## Problem to solve
Each line of the data has to be retyped exactly as it is.

## Input for this task
# # # # #

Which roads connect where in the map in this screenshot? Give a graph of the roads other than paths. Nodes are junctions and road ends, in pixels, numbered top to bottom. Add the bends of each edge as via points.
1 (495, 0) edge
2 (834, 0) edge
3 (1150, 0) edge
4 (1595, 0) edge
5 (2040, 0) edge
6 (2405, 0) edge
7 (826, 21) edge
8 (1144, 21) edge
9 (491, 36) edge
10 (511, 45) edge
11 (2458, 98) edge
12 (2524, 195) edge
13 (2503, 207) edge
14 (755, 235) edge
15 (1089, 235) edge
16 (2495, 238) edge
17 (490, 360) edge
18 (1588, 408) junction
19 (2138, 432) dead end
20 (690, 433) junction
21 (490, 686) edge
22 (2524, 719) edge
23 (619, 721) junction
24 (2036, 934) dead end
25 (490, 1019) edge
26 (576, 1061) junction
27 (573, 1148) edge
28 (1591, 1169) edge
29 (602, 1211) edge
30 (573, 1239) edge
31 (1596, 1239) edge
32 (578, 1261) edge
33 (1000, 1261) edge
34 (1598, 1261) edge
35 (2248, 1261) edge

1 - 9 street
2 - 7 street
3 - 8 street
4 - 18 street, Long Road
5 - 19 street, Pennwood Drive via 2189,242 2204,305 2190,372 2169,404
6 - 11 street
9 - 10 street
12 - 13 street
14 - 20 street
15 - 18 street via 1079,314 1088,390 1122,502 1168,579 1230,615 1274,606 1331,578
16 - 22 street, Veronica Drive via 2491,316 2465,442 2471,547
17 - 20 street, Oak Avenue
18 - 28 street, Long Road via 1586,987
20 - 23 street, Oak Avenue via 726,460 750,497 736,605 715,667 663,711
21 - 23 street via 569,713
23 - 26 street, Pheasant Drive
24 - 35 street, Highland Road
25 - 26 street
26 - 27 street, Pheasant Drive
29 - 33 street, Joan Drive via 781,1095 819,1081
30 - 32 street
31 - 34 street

# # # # #

## Output for this exercise
Which roads connect where in the map in this screenshot? Give a graph of the roads other than paths. Nodes are junctions and road ends, in pixels, numbered top to bottom. Add the bends of each edge as via points.
1 (495, 0) edge
2 (834, 0) edge
3 (1150, 0) edge
4 (1595, 0) edge
5 (2040, 0) edge
6 (2405, 0) edge
7 (826, 21) edge
8 (1144, 21) edge
9 (491, 36) edge
10 (511, 45) edge
11 (2458, 98) edge
12 (2524, 195) edge
13 (2503, 207) edge
14 (755, 235) edge
15 (1089, 235) edge
16 (2495, 238) edge
17 (490, 360) edge
18 (1588, 408) junction
19 (2138, 432) dead end
20 (690, 433) junction
21 (490, 686) edge
22 (2524, 719) edge
23 (619, 721) junction
24 (2036, 934) dead end
25 (490, 1019) edge
26 (576, 1061) junction
27 (573, 1148) edge
28 (1591, 1169) edge
29 (602, 1211) edge
30 (573, 1239) edge
31 (1596, 1239) edge
32 (578, 1261) edge
33 (1000, 1261) edge
34 (1598, 1261) edge
35 (2248, 1261) edge

1 - 9 street
2 - 7 street
3 - 8 street
4 - 18 street, Long Road
5 - 19 street, Pennwood Drive via 2189,242 2204,305 2190,372 2169,404
6 - 11 street
9 - 10 street
12 - 13 street
14 - 20 street
15 - 18 street via 1079,314 1088,390 1122,502 1168,579 1230,615 1274,606 1331,578
16 - 22 street, Veronica Drive via 2491,316 2465,442 2471,547
17 - 20 street, Oak Avenue
18 - 28 street, Long Road via 1586,987
20 - 23 street, Oak Avenue via 726,460 750,497 736,605 715,667 663,711
21 - 23 street via 569,713
23 - 26 street, Pheasant Drive
24 - 35 street, Highland Road
25 - 26 street
26 - 27 street, Pheasant Drive
29 - 33 street, Joan Drive via 781,1095 819,1081
30 - 32 street
31 - 34 street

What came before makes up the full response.